--- INPUT RECORDS Enclosed Below ---
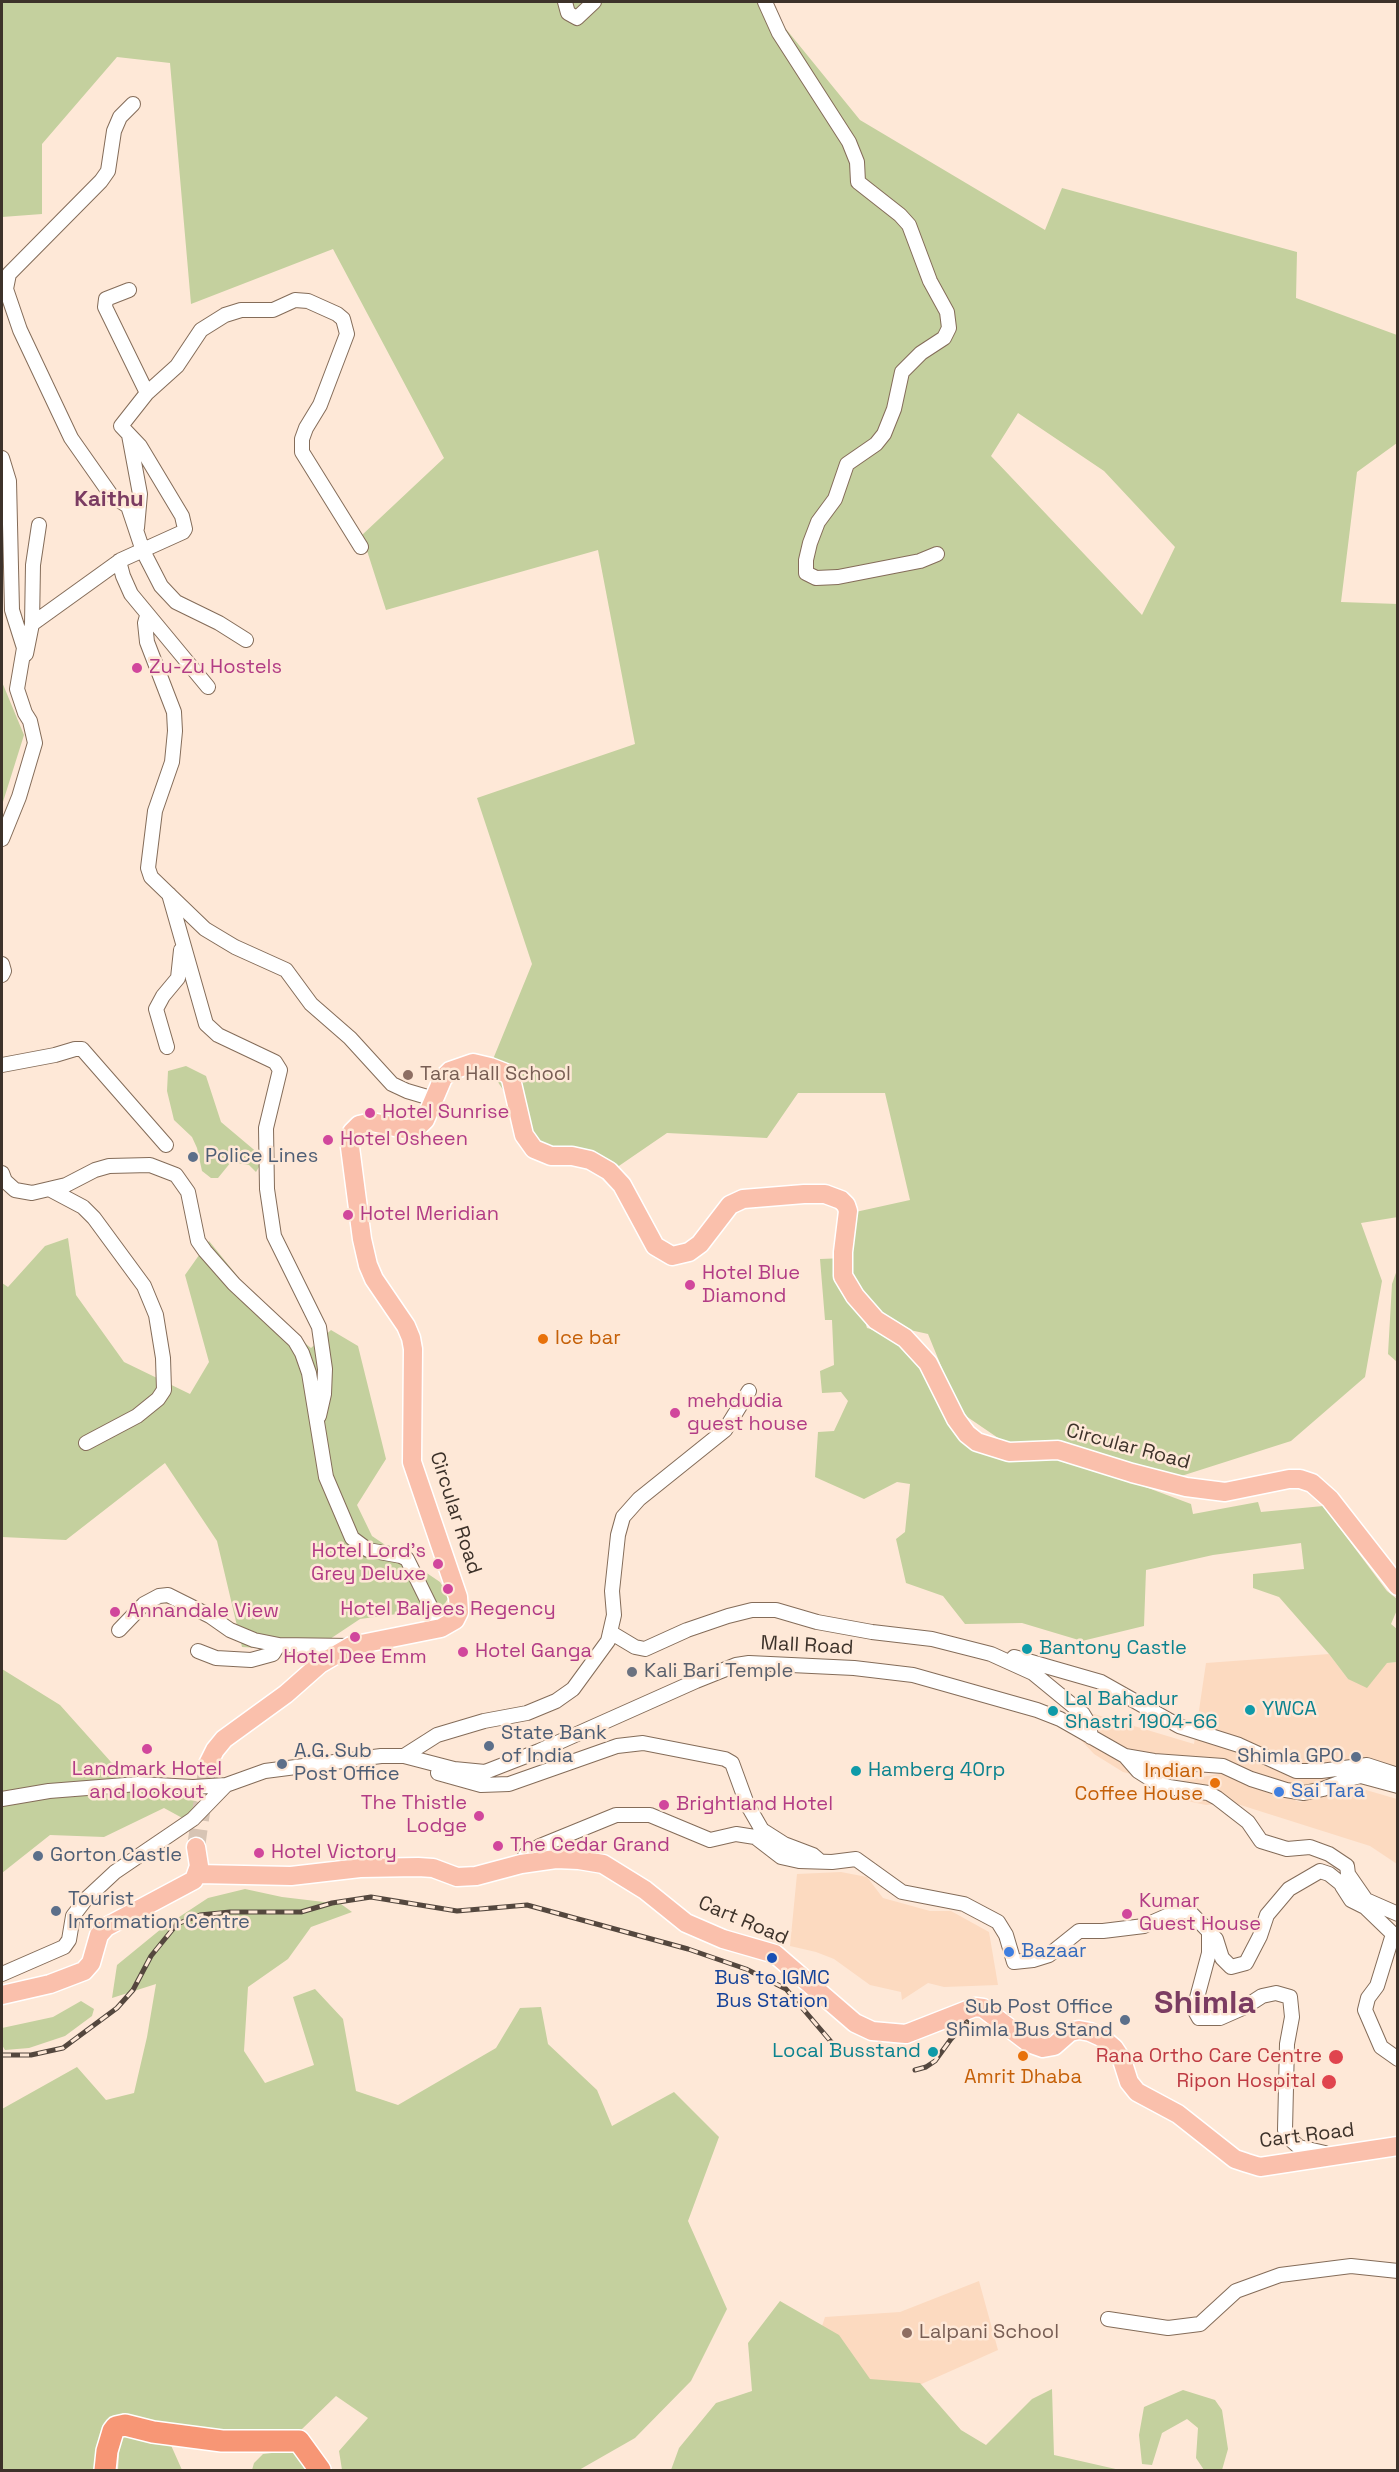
<!DOCTYPE html>
<html>
<head>
<meta charset="utf-8">
<style>
	body { margin:0 }
	#map { position:relative; width:1399px; height:2472px; overflow:hidden; background:#fee8d7; font-family:"Space Grotesk",sans-serif }
	canvas { display:block }
	.frame { position:absolute; inset:0; border:3px solid #3d322a; pointer-events:none }
</style>
</head>
<body>
<div id="map">
<canvas width="1399" height="2472"></canvas>
<div class="frame"></div>
</div>
<script>
const context = document.querySelector('canvas').getContext('2d');
context.lineJoin = 'round';
function fill(path, color) {
  context.fillStyle = color;
  context.fill(path, 'evenodd');
}
function toPath(rows) {
  const path = new Path2D();
  for (const r of rows) {
    path.moveTo(r[0], r[1]);
    for (let i = 2; i < r.length; i += 2) path.lineTo(r[i], r[i + 1]);
  }
  return path;
}
function stroke(path, color, width, dash) {
  context.strokeStyle = color;
  context.lineWidth = width;
  context.lineCap = dash ? 'butt' : 'round';
  context.setLineDash(dash || []);
  context.stroke(path);
}
function write(font, color, halo, rows, align = 'center') {
  context.font = font + ' "Space Grotesk",sans-serif';
  context.lineWidth = 5;
  context.setLineDash([]);
  context.textBaseline = 'middle';
  context.strokeStyle = halo;
  context.fillStyle = color;
  for (const [text, x, y, turn = 0] of rows) {
    context.save();
    context.translate(x, y);
    context.rotate((+turn || 0) * Math.PI / 180);
    context.textAlign = isNaN(turn) ? turn : align;
    if (halo) context.strokeText(text, 0, 0);
    context.fillText(text, 0, 0);
    context.restore();
  }
}
fill(toPath([
	[1329,1654,1348,1679,1387,1663,1397,1662,1397,1789,1352,1779,1306,1789,1218,1763,1184,1776,1156,1780,1123,1772,1094,1754,1065,1723,1094,1714,1194,1744,1206,1663],
	[1224,1773,1300,1802,1350,1788,1366,1790,1397,1799,1397,1864,1370,1846,1231,1802,1206,1805,1163,1796,1138,1780,1158,1785],
	[841,1872,867,1877,883,1898,930,1911,951,1911,989,1932,998,1985,944,1987,928,1983,902,2000,901,1992,870,1985,834,1959,816,1952,790,1946,797,1874],
	[979,2281,998,2350,890,2398,809,2366,825,2317,900,2312]
]), '#fcdac0');
fill(toPath([
	[2,2,764,2,860,120,1045,230,1062,188,1297,252,1296,298,1397,335,1397,443,1357,472,1341,602,1398,604,1398,1217,1361,1223,1382,1281,1365,1377,1291,1441,1175,1478,1060,1442,1004,1442,960,1412,928,1334,874,1322,848,1265,867,1328,919,1342,954,1422,995,1454,1057,1454,1191,1504,1193,1514,1258,1502,1261,1512,1323,1506,1387,1591,1397,1599,1397,1610,1391,1624,1397,1629,1397,1662,1387,1663,1367,1688,1348,1679,1329,1654,1279,1597,1253,1588,1253,1574,1304,1569,1301,1543,1213,1555,1146,1570,1144,1626,1082,1641,1022,1623,965,1624,943,1596,906,1583,896,1539,905,1532,910,1484,897,1482,864,1499,815,1477,818,1432,834,1431,848,1401,841,1392,822,1393,820,1371,834,1365,832,1320,825,1320,820,1259,846,1258,851,1213,910,1200,885,1093,798,1093,767,1138,667,1133,613,1170,538,1141,489,1069,532,964,477,798,635,744,598,550,386,610,362,535,444,458,333,249,191,304,170,63,117,57,42,144,42,214,2,217],
	[1018,413,1104,471,1175,547,1142,615,991,456],
	[2,682,24,735,2,805],
	[186,1066,206,1076,221,1122,259,1154,259,1167,256,1172,249,1165,231,1162,218,1178,211,1178,202,1171,197,1148,192,1137,174,1120,167,1091,168,1071],
	[68,1238,76,1295,124,1362,190,1394,209,1362,185,1275,209,1241,269,1315,311,1348,331,1330,358,1346,386,1459,357,1505,372,1536,440,1582,449,1597,442,1608,360,1619,312,1651,242,1647,217,1541,165,1463,66,1540,2,1537,2,1283,8,1287,45,1246],
	[1397,1270,1397,1362,1388,1354,1392,1284],
	[2,1669,60,1705,111,1762,136,1775,156,1794,183,1796,200,1803,186,1820,164,1808,104,1837,50,1835,2,1873],
	[245,1889,282,1897,341,1904,352,1912,311,1927,288,1959,248,1987,244,2051,265,2083,314,2065,293,1997,315,1989,343,2019,356,2091,398,2105,496,2048,520,2008,541,2007,548,2044,597,2090,612,2126,674,2092,719,2137,688,2221,727,2309,691,2381,635,2438,579,2470,342,2470,339,2451,368,2418,336,2396,300,2431,234,2441,123,2413,105,2430,99,2470,2,2470,2,2109,77,2067,106,2100,134,2093,147,2037,156,1984,112,1998,117,1965,161,1929,208,1898],
	[81,2001,94,2009,92,2016,65,2036,29,2048,5,2050,2,2045,2,2028,53,2017],
	[780,2301,839,2335,870,2379,920,2383,961,2430,986,2445,1032,2399,1052,2389,1054,2455,1120,2470,671,2470,679,2448,716,2403,752,2391,748,2343],
	[1183,2390,1215,2400,1222,2410,1228,2449,1222,2470,1204,2470,1196,2458,1198,2428,1187,2419,1162,2433,1152,2465,1142,2464,1139,2435,1144,2407],
	[128,2431,170,2443,182,2470,118,2470,120,2437],
	[298,2450,325,2470,252,2470,254,2463,263,2454]
]), '#c4d09e');
stroke(toPath([
	[196,1847,208,1764]
]), '#d7c4b4', 18, [18, 9]);
const minor = toPath([
	[565,2,568,13,577,18,594,2],
	[765,2,779,33,849,142,857,162,858,182,900,215,909,225,930,281,947,312,949,328,944,338,921,353,902,372,894,409,884,434,876,444,847,464,835,499,818,522,810,543,806,560,806,573,816,578,838,577,920,561,937,554],
	[133,104,120,117,114,131,108,171,101,181,9,274,6,289,20,330,71,438,111,495,128,506,143,551,161,586,176,602,219,623,246,640],
	[147,393,177,366,201,330,225,315,241,310,273,310,295,300,308,301,337,314,343,319,347,334,320,405,306,428,302,439,302,452,361,547],
	[129,435,140,494,137,528],
	[2,458,9,481,12,610,24,648,17,689,25,713,30,721,35,743,19,797,2,839],
	[119,561,123,576,131,594,208,687],
	[147,616,145,623,147,642,174,712,175,731,172,762,155,811,148,868,151,877,205,929,235,947,286,970,311,1004,350,1038,392,1084,407,1091,434,1099],
	[32,624,121,560,183,532,185,529,182,516,140,446,121,426,147,393,105,307,106,299,129,290],
	[26,654,32,624,33,565,39,525],
	[169,894,206,1024,218,1035,275,1062,280,1070,266,1128,267,1189,274,1236,319,1327,325,1369,324,1394,319,1416],
	[2,964,4,971,2,975],
	[167,1047,156,1009,163,996,178,978,181,950],
	[2,1065,55,1055,75,1049,82,1049,166,1145],
	[2,1173,5,1181,15,1190,32,1193,66,1185,95,1170,109,1166,150,1165,176,1175,188,1192,198,1241,205,1251,234,1284,295,1341,302,1353,309,1373,326,1477,352,1538,368,1550,401,1556,407,1559,441,1628],
	[51,1190,83,1207,94,1218,144,1286,156,1315,163,1358,164,1390,158,1399,137,1416,86,1443],
	[119,1630,144,1604,159,1596,168,1595,210,1616,230,1630,254,1640,279,1645,351,1646],
	[610,1632,635,1647,645,1649,687,1630,728,1616,752,1610,776,1610,817,1622,872,1632,932,1639,991,1654,1033,1673,1083,1714,1089,1724,1091,1737],
	[198,1651,216,1658,251,1660,273,1654,276,1649,273,1644],
	[1014,1657,1101,1682,1179,1726,1239,1745,1296,1771,1321,1771,1367,1765,1398,1775],
	[404,1756,437,1735,484,1721,527,1713,556,1701,573,1689,608,1641,614,1615,612,1591,618,1535,623,1517,639,1499,725,1430,749,1391],
	[1125,1756,1138,1771,1157,1783,1169,1787,1208,1793,1217,1798,1248,1822,1261,1841,1287,1849,1310,1847,1329,1854,1347,1866,1348,1874,1366,1900,1398,1914],
	[438,1773,481,1785,509,1784,617,1746,643,1743,725,1759,732,1763,747,1804,762,1830,784,1844,813,1855,820,1861],
	[2,1799,49,1791,138,1784,193,1787,226,1785,265,1771,381,1756,404,1756,454,1769,485,1772,539,1751,696,1681,736,1665,749,1663,854,1668,913,1675,1037,1710,1060,1719,1125,1756,1154,1761,1223,1766,1251,1779,1286,1790,1304,1793,1323,1789,1349,1779,1361,1776,1398,1786],
	[521,1864,526,1854,540,1846,616,1815,650,1815,710,1840,736,1834,755,1837,781,1857,799,1861,832,1862,856,1859,902,1892,964,1904,998,1922,1006,1935,1014,1962,1033,1960,1049,1955,1079,1931,1103,1931,1144,1926,1178,1911,1189,1911,1216,1939,1222,1958,1231,1967,1246,1963,1260,1936,1267,1915,1289,1889,1320,1871,1329,1874,1349,1890,1360,1893],
	[1342,1886,1351,1900,1365,1907,1393,1934,1377,1986,1368,1998,1365,2010,1381,2047,1398,2059],
	[1209,1932,1209,1953,1194,2009,1199,2018,1220,2018,1245,2007,1262,1996,1276,1993,1290,1997,1292,2017,1287,2044,1285,2130,1289,2138,1299,2147,1325,2153],
	[2,1974,64,1947,69,1940,73,1916,86,1899,115,1872,193,1819,226,1785],
	[1108,2319,1168,2328,1200,2324,1236,2291,1280,2275,1351,2266,1398,2271]
]);
const major = toPath([
	[208,1764,215,1750,224,1739,286,1694,320,1664,351,1646,441,1628,455,1620,459,1612,458,1597,412,1462,413,1349,411,1338,406,1326,374,1279,368,1265,362,1239,350,1147,352,1132,359,1125,372,1122,404,1129,415,1128,420,1125,425,1120,443,1078,450,1071,473,1063,490,1067,508,1074,511,1079,524,1135,534,1149,551,1156,572,1156,590,1160,609,1171,622,1185,655,1246,672,1256,689,1252,700,1244,730,1205,743,1199,804,1194,825,1194,841,1200,846,1205,848,1211,843,1252,843,1276,855,1296,876,1320,905,1338,928,1363,956,1419,967,1434,977,1442,1009,1452,1058,1450,1132,1473,1186,1487,1225,1492,1289,1479,1300,1479,1312,1483,1330,1499,1398,1586],
	[198,1874,291,1876,360,1868,418,1867,433,1868,457,1877,476,1876,521,1864,556,1859,579,1860,603,1864,645,1890,686,1923,723,1939,775,1954,855,2023,872,2031,906,2034,975,2007,983,2008,1029,2043,1043,2048,1054,2046,1070,2032,1079,2030,1090,2032,1101,2037,1114,2048,1122,2060,1129,2082,1137,2092,1178,2114,1235,2159,1247,2163,1260,2167,1398,2146],
	[2,1995,50,1984,84,1971,91,1963,99,1935,106,1927,194,1880,199,1866,196,1847]
]);
const highway = toPath([
	[105,2470,107,2451,113,2431,116,2427,125,2425,153,2432,222,2441,299,2441,320,2470]
]);
stroke(minor, '#846c59', 16);
stroke(major, '#fff', 21);
stroke(highway, '#fff', 24);
stroke(minor, '#fff', 14);
stroke(major, '#fac0ac', 18);
stroke(highway, '#f79675', 21);
const rail = toPath([
	[2,2055,31,2055,63,2048,117,2008,133,1990,151,1956,177,1924,200,1915,230,1912,301,1912,332,1903,371,1897,457,1911,527,1905,688,1949,746,1969,786,1989,833,2044],
	[915,2070,926,2067,935,2061,951,2039,967,2022]
]);
stroke(rail, '#54473e', 5);
stroke(rail, '#fee8d7', 3, [9]);
for (const [x, y, r, color] of [
	[137,668,6,"#d1479c"],
	[408,1075,6,"#8d6e63"],
	[370,1113,6,"#d1479c"],
	[328,1140,6,"#d1479c"],
	[193,1157,6,"#5c6f8a"],
	[348,1215,6,"#d1479c"],
	[690,1285,6,"#d1479c"],
	[543,1339,6,"#e8710a"],
	[675,1413,6,"#d1479c"],
	[438,1564,6,"#d1479c"],
	[448,1589,6,"#d1479c"],
	[115,1612,6,"#d1479c"],
	[355,1637,6,"#d1479c"],
	[1027,1649,6,"#0f9aa8"],
	[463,1652,6,"#d1479c"],
	[632,1672,6,"#6b7280"],
	[1250,1710,6,"#0f9aa8"],
	[1053,1711,6,"#0f9aa8"],
	[489,1746,6,"#5c6f8a"],
	[147,1749,6,"#d1479c"],
	[1356,1757,6,"#5c6f8a"],
	[282,1764,6,"#5c6f8a"],
	[856,1771,6,"#0f9aa8"],
	[1215,1783,6,"#e8710a"],
	[1279,1792,6,"#3f7fe0"],
	[664,1805,6,"#d1479c"],
	[479,1816,6,"#d1479c"],
	[498,1846,6,"#d1479c"],
	[259,1853,6,"#d1479c"],
	[38,1856,6,"#5c6f8a"],
	[56,1911,6,"#5c6f8a"],
	[1127,1914,6,"#d1479c"],
	[1009,1952,6,"#3f7fe0"],
	[772,1958,6,"#1a4fb4"],
	[1125,2020,6,"#5c6f8a"],
	[933,2052,6,"#0f9aa8"],
	[1023,2056,6,"#e8710a"],
	[1336,2057,8,"#e0444e"],
	[1329,2082,8,"#e0444e"],
	[907,2333,6,"#8d6e63"]
]) {
  const dot = new Path2D();
  dot.arc(x, y, r, 0, 2 * Math.PI);
  context.fillStyle = color;
  context.fill(dot);
  stroke(dot, '#fee8d7', 2);
}
write('20px', '#b23c85', '#fee8d7', [
	["Zu-Zu Hostels",149,668],
	["Hotel Sunrise",382,1113],
	["Hotel Osheen",340,1140],
	["Hotel Meridian",360,1215],
	["Hotel Blue",702,1274],
	["Diamond",702,1297],
	["mehdudia",687,1402],
	["guest house",687,1425],
	["Hotel Lord's",426,1552,"right"],
	["Grey Deluxe",426,1575,"right"],
	["Hotel Baljees Regency",448,1610,"center"],
	["Annandale View",127,1612],
	["Hotel Ganga",475,1652],
	["Hotel Dee Emm",355,1658,"center"],
	["Landmark Hotel",147,1770,"center"],
	["and lookout",147,1793,"center"],
	["The Thistle",467,1804,"right"],
	["Lodge",467,1827,"right"],
	["Brightland Hotel",676,1805],
	["The Cedar Grand",510,1846],
	["Hotel Victory",271,1853],
	["Kumar",1139,1902],
	["Guest House",1139,1925]
], 'left');
write('20px', '#785e54', '#fee8d7', [
	["Tara Hall School",420,1075],
	["Lalpani School",919,2333]
], 'left');
write('20px', '#4e5e75', '#fee8d7', [
	["Police Lines",205,1157],
	["State Bank",501,1734],
	["of India",501,1757],
	["A.G. Sub",294,1752],
	["Post Office",294,1775],
	["Shimla GPO",1344,1757,"right"],
	["Gorton Castle",50,1856],
	["Tourist",68,1900],
	["Information Centre",68,1923],
	["Sub Post Office",1113,2008,"right"],
	["Shimla Bus Stand",1113,2031,"right"]
], 'left');
write('20px', '#c56008', '#fee8d7', [
	["Ice bar",555,1339],
	["Indian",1203,1772,"right"],
	["Coffee House",1203,1795,"right"],
	["Amrit Dhaba",1023,2078,"center"]
], 'left');
write('20px', '#3d322a', '#fee8d7', [
	["Circular Road",1128,1447,15],
	["Circular Road",455,1513,72],
	["Mall Road",807,1646,3],
	["Cart Road",743,1921,23],
	["Cart Road",1307,2136,-7]
]);
write('20px', '#0d838f', '#fee8d7', [
	["Bantony Castle",1039,1649],
	["Lal Bahadur",1065,1700],
	["Shastri 1904-66",1065,1723],
	["YWCA",1262,1710],
	["Hamberg 40rp",868,1771],
	["Local Busstand",921,2052,"right"]
], 'left');
write('20px', '#5b616d', '#fee8d7', [
	["Kali Bari Temple",644,1672]
], 'left');
write('20px', '#366cbe', '#fee8d7', [
	["Sai Tara",1291,1792],
	["Bazaar",1021,1952]
], 'left');
write('20px', '#164399', '#fee8d7', [
	["Bus to IGMC",772,1979],
	["Bus Station",772,2002]
]);
write('20px', '#be3a42', '#fee8d7', [
	["Rana Ortho Care Centre",1322,2057],
	["Ripon Hospital",1316,2082]
], 'right');
write('bold 22px', '#7b3c62', '#fee8d7', [
	["Kaithu",109,500]
]);
write('bold 32px', '#7b3c62', '#fee8d7', [
	["Shimla",1205,2004]
]);
</script>
</body>
</html>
--- End of Enclosed INPUT RECORDS ---
Of the lines above, retype only those from the line containing "for (const r" through the line containing "function write(font, color, halo, rows, align", including both, exactly.

RESPONSE TO THIS EXERCISE:
  for (const r of rows) {
    path.moveTo(r[0], r[1]);
    for (let i = 2; i < r.length; i += 2) path.lineTo(r[i], r[i + 1]);
  }
  return path;
}
function stroke(path, color, width, dash) {
  context.strokeStyle = color;
  context.lineWidth = width;
  context.lineCap = dash ? 'butt' : 'round';
  context.setLineDash(dash || []);
  context.stroke(path);
}
function write(font, color, halo, rows, align = 'center') {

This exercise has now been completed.